──────── MATERIAL FOR THE TASK

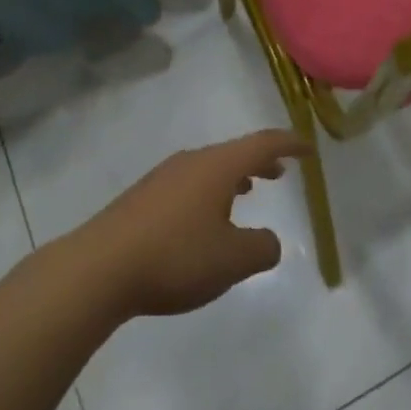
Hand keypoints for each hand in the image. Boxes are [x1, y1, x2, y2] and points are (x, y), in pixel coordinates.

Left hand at [68, 129, 309, 317]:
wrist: (101, 266)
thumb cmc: (175, 257)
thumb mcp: (231, 260)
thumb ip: (260, 248)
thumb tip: (269, 240)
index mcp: (217, 166)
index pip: (262, 144)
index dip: (289, 144)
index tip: (309, 149)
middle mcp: (191, 161)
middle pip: (234, 153)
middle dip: (260, 161)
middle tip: (280, 172)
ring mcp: (164, 176)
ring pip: (209, 168)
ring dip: (233, 177)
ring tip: (247, 191)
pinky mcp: (144, 196)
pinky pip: (189, 183)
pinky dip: (210, 191)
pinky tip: (205, 219)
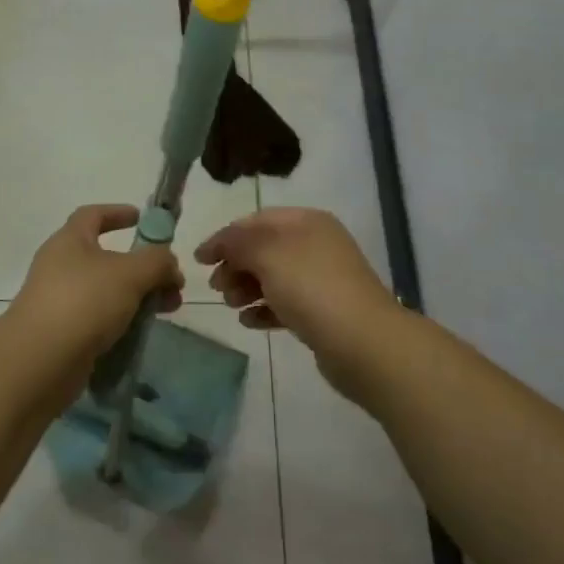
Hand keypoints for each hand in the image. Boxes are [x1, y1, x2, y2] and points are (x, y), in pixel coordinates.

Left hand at [9, 205, 182, 369]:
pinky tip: (140, 334)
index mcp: (70, 240)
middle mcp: (60, 266)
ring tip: (166, 310)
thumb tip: (169, 264)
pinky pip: (98, 319)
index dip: (118, 212)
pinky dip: (121, 322)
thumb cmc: (84, 302)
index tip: (141, 219)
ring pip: (106, 291)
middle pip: (106, 257)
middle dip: (143, 267)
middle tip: (171, 282)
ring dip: (138, 296)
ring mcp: (59, 301)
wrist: (39, 362)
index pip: (93, 215)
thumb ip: (157, 261)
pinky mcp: (62, 333)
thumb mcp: (130, 273)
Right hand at [195, 208, 401, 402]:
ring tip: (231, 306)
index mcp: (306, 222)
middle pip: (264, 249)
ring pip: (273, 277)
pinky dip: (264, 309)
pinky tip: (248, 322)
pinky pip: (285, 303)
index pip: (256, 221)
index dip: (225, 237)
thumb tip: (219, 244)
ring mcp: (321, 279)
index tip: (199, 260)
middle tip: (217, 287)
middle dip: (235, 265)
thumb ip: (237, 243)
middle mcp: (315, 244)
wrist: (363, 342)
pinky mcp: (323, 312)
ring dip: (246, 288)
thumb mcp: (267, 254)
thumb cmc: (311, 287)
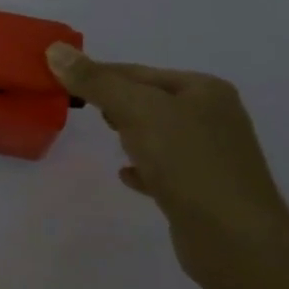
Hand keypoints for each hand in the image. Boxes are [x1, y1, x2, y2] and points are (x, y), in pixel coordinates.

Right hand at [46, 43, 288, 287]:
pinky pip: (164, 169)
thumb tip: (55, 50)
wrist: (233, 237)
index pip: (138, 72)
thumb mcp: (137, 111)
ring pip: (158, 134)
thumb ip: (96, 82)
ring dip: (130, 134)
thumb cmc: (188, 162)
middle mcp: (213, 117)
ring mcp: (210, 155)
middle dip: (116, 103)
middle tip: (81, 109)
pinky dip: (142, 167)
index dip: (99, 74)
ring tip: (107, 138)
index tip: (61, 82)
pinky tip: (126, 175)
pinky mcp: (202, 189)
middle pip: (150, 100)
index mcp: (204, 90)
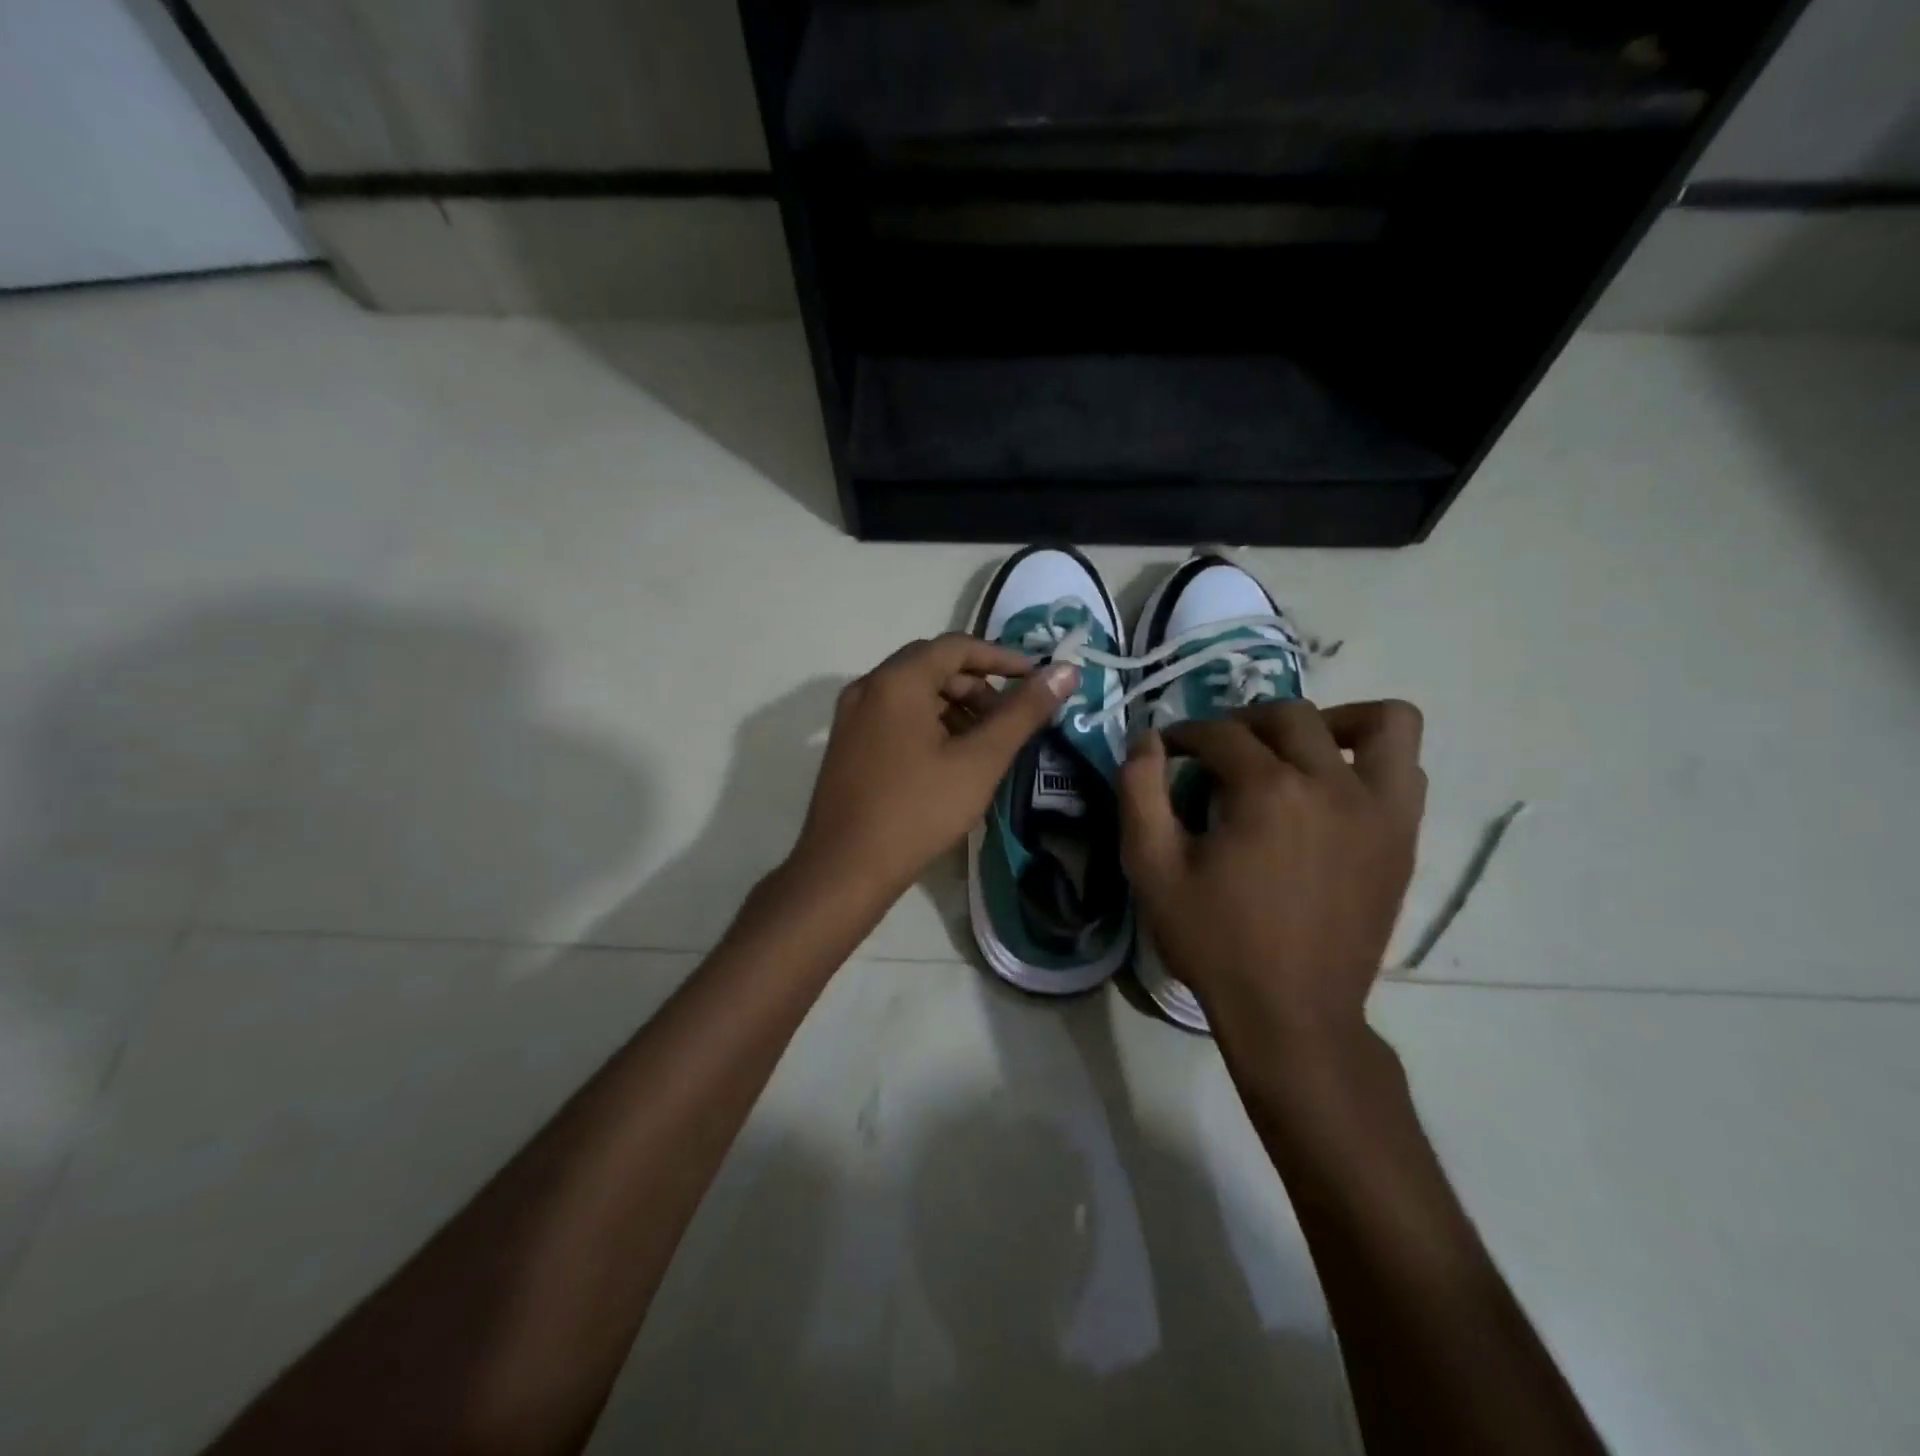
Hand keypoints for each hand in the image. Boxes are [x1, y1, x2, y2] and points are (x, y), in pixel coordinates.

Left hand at [791, 634, 1078, 907]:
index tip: (1035, 679)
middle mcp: (868, 687)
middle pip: (932, 667)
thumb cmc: (918, 811)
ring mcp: (851, 717)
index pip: (957, 646)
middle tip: (1010, 718)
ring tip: (985, 744)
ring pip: (913, 694)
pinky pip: (895, 716)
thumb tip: (1065, 671)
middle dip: (978, 686)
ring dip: (954, 707)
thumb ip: (1023, 713)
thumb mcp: (980, 761)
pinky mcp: (847, 744)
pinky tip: (950, 760)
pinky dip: (929, 724)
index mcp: (897, 681)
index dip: (1002, 657)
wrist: (844, 869)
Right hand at [1119, 700, 1425, 1045]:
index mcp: (1267, 791)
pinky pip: (1407, 767)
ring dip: (1329, 722)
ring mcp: (1379, 809)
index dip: (1184, 736)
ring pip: (1377, 723)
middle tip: (1216, 754)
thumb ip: (1139, 793)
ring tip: (1294, 750)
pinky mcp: (1403, 836)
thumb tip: (1145, 738)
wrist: (1292, 1012)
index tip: (1166, 752)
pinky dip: (1372, 757)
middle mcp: (1331, 785)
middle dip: (1241, 723)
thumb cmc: (1215, 941)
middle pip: (1288, 717)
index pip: (1220, 734)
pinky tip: (1334, 785)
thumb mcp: (1152, 869)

────────────────

### WORK ITEM
A verbatim copy of the listing, with all pictures removed, is required.

### SOLUTION TO THIS EXERCISE
Hand keypoints for each hand in the image. Boxes are [x1, y1, x2, y2] and points are (x, y), in pixel coordinates.

Left hand at [68, 129, 309, 317]:
wrist: (101, 266)
thumb cmc: (175, 257)
thumb mcp: (231, 260)
thumb ip: (260, 248)
thumb tip: (269, 240)
index mcp: (217, 166)
index pip: (262, 144)
index dip: (289, 144)
index tip: (309, 149)
middle mcp: (191, 161)
middle pip: (234, 153)
middle dip: (260, 161)
middle tip: (280, 172)
ring mcp: (164, 176)
ring pip: (209, 168)
ring dip: (233, 177)
ring tip: (247, 191)
pinky mcp: (144, 196)
pinky pip: (189, 183)
pinky dip: (210, 191)
pinky tip: (205, 219)
Hand keypoints for each hand in the image. Boxes are [x1, y1, x2, y2] and points are (x, y), in pixel coordinates.

Left hand at [9, 205, 182, 369]:
pinky tip: (140, 334)
index mcp: (70, 240)
middle mcp: (60, 266)
ring tip: (166, 310)
thumb tip: (169, 264)
pinky pip: (98, 319)
index dip: (118, 212)
pinky dip: (121, 322)
thumb cmc: (84, 302)
index tip: (141, 219)
ring pip: (106, 291)
middle pip: (106, 257)
middle dip: (143, 267)
middle tip: (171, 282)
ring dip: (138, 296)
ring mcp: (59, 301)
wrist: (39, 362)
index pip: (93, 215)
thumb ip: (157, 261)
pinky mcp: (62, 333)
thumb mcp: (130, 273)
Right hand at [195, 208, 401, 402]:
ring tip: (231, 306)
index mcp: (306, 222)
middle pip: (264, 249)
ring pip: (273, 277)
pinky dip: (264, 309)
pinky tip: (248, 322)
pinky pip: (285, 303)
index pip: (256, 221)
index dip: (225, 237)
thumb tip: (219, 244)
ring mcp: (321, 279)
index tip: (199, 260)
middle tip: (217, 287)
middle dip: (235, 265)
thumb ip: (237, 243)
middle mcp: (315, 244)
wrist: (363, 342)
pinky mcp: (323, 312)
ring dip: (246, 288)
thumb mcp: (267, 254)
thumb cmc: (311, 287)
Hand keypoints for each hand in the image. Boxes are [x1, y1, x2, y2] and points are (x, y), in pixel coordinates.

Right hand at [46, 43, 288, 287]:
pinky pip: (164, 169)
thumb tip: (55, 50)
wrist: (233, 237)
index pip: (138, 72)
thumb mcp: (137, 111)
ring pip: (158, 134)
thumb ip: (96, 82)
ring dip: (130, 134)
thumb cmc: (188, 162)
middle mcp: (213, 117)
ring mcp: (210, 155)
middle dip: (116, 103)
middle tip: (81, 109)
pinky dip: (142, 167)
index dip: (99, 74)
ring tip: (107, 138)
index tip: (61, 82)
pinky tip: (126, 175)
pinky mcp: (202, 189)
middle pip: (150, 100)
index mcp: (204, 90)
Hand keypoints for each hand in the image. Boxes are [x1, y1, x2, y2] and points are (x, y), in pixel coordinates.

Left hand at [791, 634, 1078, 907]:
index tip: (1035, 679)
middle mcp: (868, 687)
middle pip: (932, 667)
thumb cmc: (918, 811)
ring mcp: (851, 717)
index pip: (957, 646)
middle tip: (1010, 718)
ring tip: (985, 744)
ring pip: (913, 694)
pinky pip: (895, 716)
thumb tip: (1065, 671)
middle dip: (978, 686)
ring dip: (954, 707)
thumb ip: (1023, 713)
thumb mcp: (980, 761)
pinky mcp: (847, 744)
pinky tip: (950, 760)
pinky dip: (929, 724)
index mcp: (897, 681)
index dip: (1002, 657)
wrist: (844, 869)
Right hand at [1119, 700, 1425, 1045]:
index mcp: (1267, 791)
pinky pip: (1407, 767)
ring dip: (1329, 722)
ring mcp: (1379, 809)
index dip: (1184, 736)
ring pip: (1377, 723)
middle tip: (1216, 754)
thumb ip: (1139, 793)
ring tip: (1294, 750)
pinky mcp: (1403, 836)
thumb tip: (1145, 738)
wrist: (1292, 1012)
index tip: (1166, 752)
pinky dip: (1372, 757)
middle mcp: (1331, 785)
middle dip: (1241, 723)
thumb cmc: (1215, 941)
middle pip: (1288, 717)
index pip: (1220, 734)
pinky tip: (1334, 785)
thumb mcp: (1152, 869)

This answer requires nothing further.